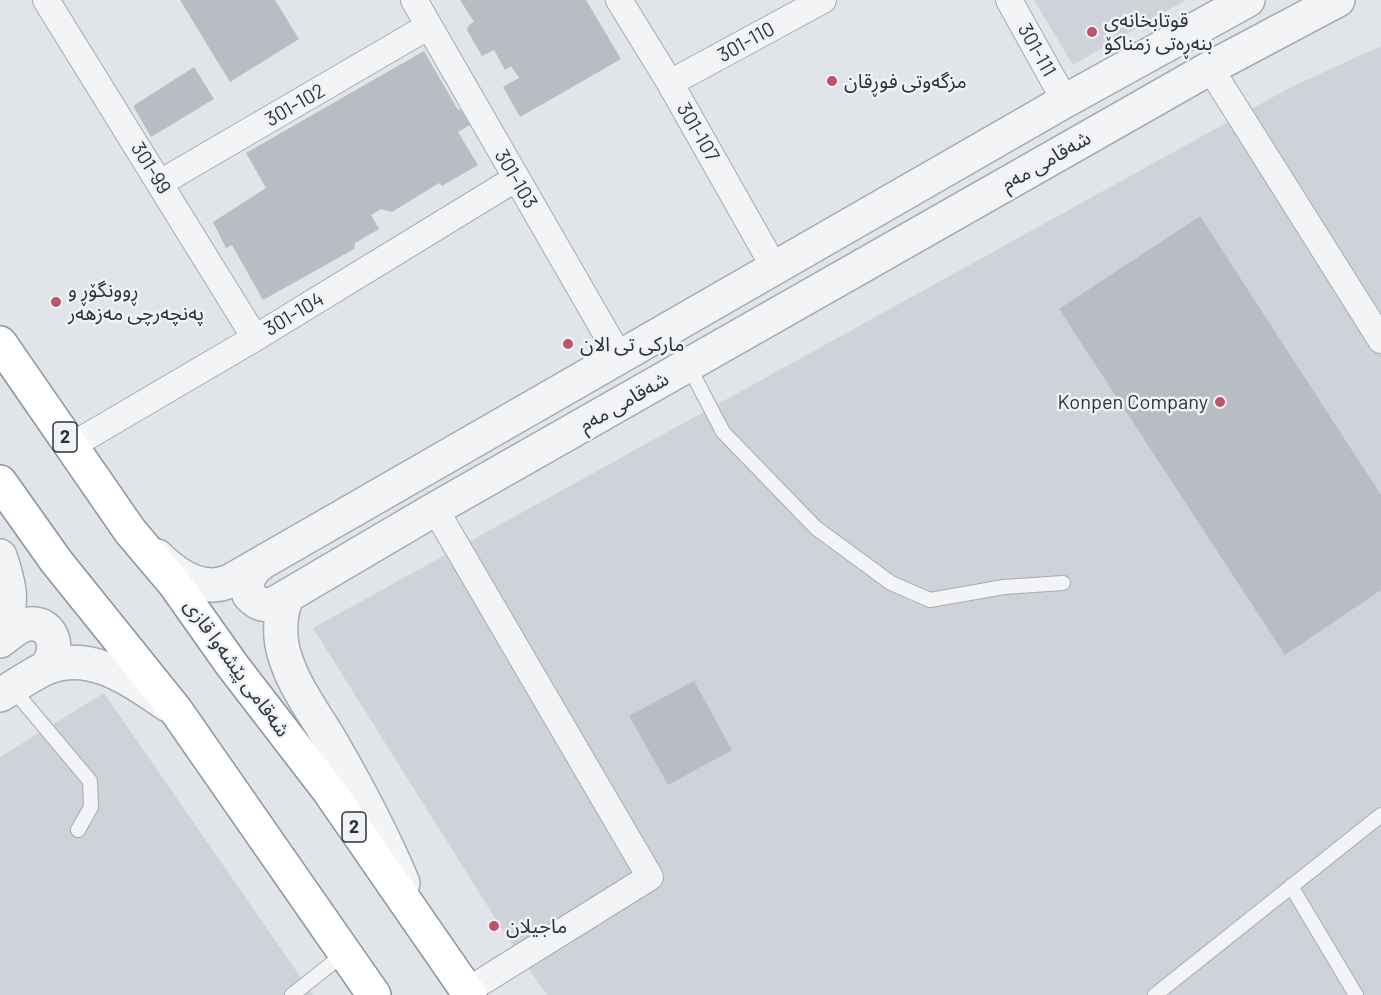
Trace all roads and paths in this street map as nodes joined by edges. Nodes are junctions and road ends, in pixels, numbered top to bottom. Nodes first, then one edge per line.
1 (46, 0) edge
2 (414, 0) edge
3 (619, 0) edge
4 (1009, 0) edge
5 (1248, 0) edge
6 (1338, 0) edge
7 (812, 3) edge
8 (429, 27) junction
9 (1210, 68) junction
10 (670, 84) junction
11 (1065, 101) junction
12 (515, 179) junction
13 (160, 183) junction
14 (774, 267) junction
15 (255, 338) junction
16 (1381, 339) edge
17 (0, 344) edge
18 (619, 356) junction
19 (688, 365) junction
20 (71, 446) junction
21 (0, 482) edge
22 (435, 509) junction
23 (130, 531) junction
24 (0, 556) edge
25 (266, 560) junction
26 (1063, 583) dead end
27 (287, 596) junction
28 (0, 634) edge
29 (0, 641) edge
30 (44, 669) junction
31 (6, 691) edge
32 (175, 709) junction
33 (1381, 815) edge
34 (78, 831) dead end
35 (1291, 886) junction
36 (418, 920) junction
37 (345, 953) junction
38 (468, 993) edge
39 (292, 995) edge
40 (374, 995) edge
41 (1155, 995) edge
42 (1356, 995) edge

1 - 13 street, 301-99
2 - 8 street, 301-103
3 - 10 street, 301-107
4 - 11 street, 301-111
5 - 11 street
6 - 9 street, شەقامی مەم
7 - 10 street, 301-110
8 - 12 street, 301-103
8 - 13 street, 301-102
9 - 16 street
9 - 19 street, شەقامی مەم
10 - 14 street, 301-107
11 - 14 street
12 - 15 street, 301-104
12 - 18 street, 301-103
13 - 15 street, 301-99
14 - 18 street
15 - 20 street, 301-104
17 - 20 highway, شەقامی پێشەوا قازی / 2
18 - 25 street
19 - 22 street, شەقامی مەم
19 - 26 lane
20 - 23 highway, شەقامی پێشەوا قازی / 2
21 - 32 highway
22 - 27 street, شەقامی مەم
22 - 38 street
23 - 25 street
23 - 36 highway, شەقامی پێشەوا قازی / 2
24 - 28 street
25 - 27 street, شەقامی مەم
27 - 36 street
29 - 30 street
30 - 31 street
30 - 32 street
31 - 34 lane
32 - 37 highway
33 - 35 lane
35 - 41 lane
35 - 42 lane
36 - 38 highway, شەقامی پێشەوا قازی / 2
37 - 39 lane
37 - 40 highway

# # # #

About this task: Return an exact transcription of the entries above, excluding each image.

Output for this task:
Trace all roads and paths in this street map as nodes joined by edges. Nodes are junctions and road ends, in pixels, numbered top to bottom. Nodes first, then one edge per line.
1 (46, 0) edge
2 (414, 0) edge
3 (619, 0) edge
4 (1009, 0) edge
5 (1248, 0) edge
6 (1338, 0) edge
7 (812, 3) edge
8 (429, 27) junction
9 (1210, 68) junction
10 (670, 84) junction
11 (1065, 101) junction
12 (515, 179) junction
13 (160, 183) junction
14 (774, 267) junction
15 (255, 338) junction
16 (1381, 339) edge
17 (0, 344) edge
18 (619, 356) junction
19 (688, 365) junction
20 (71, 446) junction
21 (0, 482) edge
22 (435, 509) junction
23 (130, 531) junction
24 (0, 556) edge
25 (266, 560) junction
26 (1063, 583) dead end
27 (287, 596) junction
28 (0, 634) edge
29 (0, 641) edge
30 (44, 669) junction
31 (6, 691) edge
32 (175, 709) junction
33 (1381, 815) edge
34 (78, 831) dead end
35 (1291, 886) junction
36 (418, 920) junction
37 (345, 953) junction
38 (468, 993) edge
39 (292, 995) edge
40 (374, 995) edge
41 (1155, 995) edge
42 (1356, 995) edge

1 - 13 street, 301-99
2 - 8 street, 301-103
3 - 10 street, 301-107
4 - 11 street, 301-111
5 - 11 street
6 - 9 street, شەقامی مەم
7 - 10 street, 301-110
8 - 12 street, 301-103
8 - 13 street, 301-102
9 - 16 street
9 - 19 street, شەقامی مەم
10 - 14 street, 301-107
11 - 14 street
12 - 15 street, 301-104
12 - 18 street, 301-103
13 - 15 street, 301-99
14 - 18 street
15 - 20 street, 301-104
17 - 20 highway, شەقامی پێشەوا قازی / 2
18 - 25 street
19 - 22 street, شەقامی مەم
19 - 26 lane
20 - 23 highway, شەقامی پێشەوا قازی / 2
21 - 32 highway
22 - 27 street, شەقامی مەم
22 - 38 street
23 - 25 street
23 - 36 highway, شەقامی پێشەوا قازی / 2
24 - 28 street
25 - 27 street, شەقامی مەم
27 - 36 street
29 - 30 street
30 - 31 street
30 - 32 street
31 - 34 lane
32 - 37 highway
33 - 35 lane
35 - 41 lane
35 - 42 lane
36 - 38 highway, شەقامی پێشەوا قازی / 2
37 - 39 lane
37 - 40 highway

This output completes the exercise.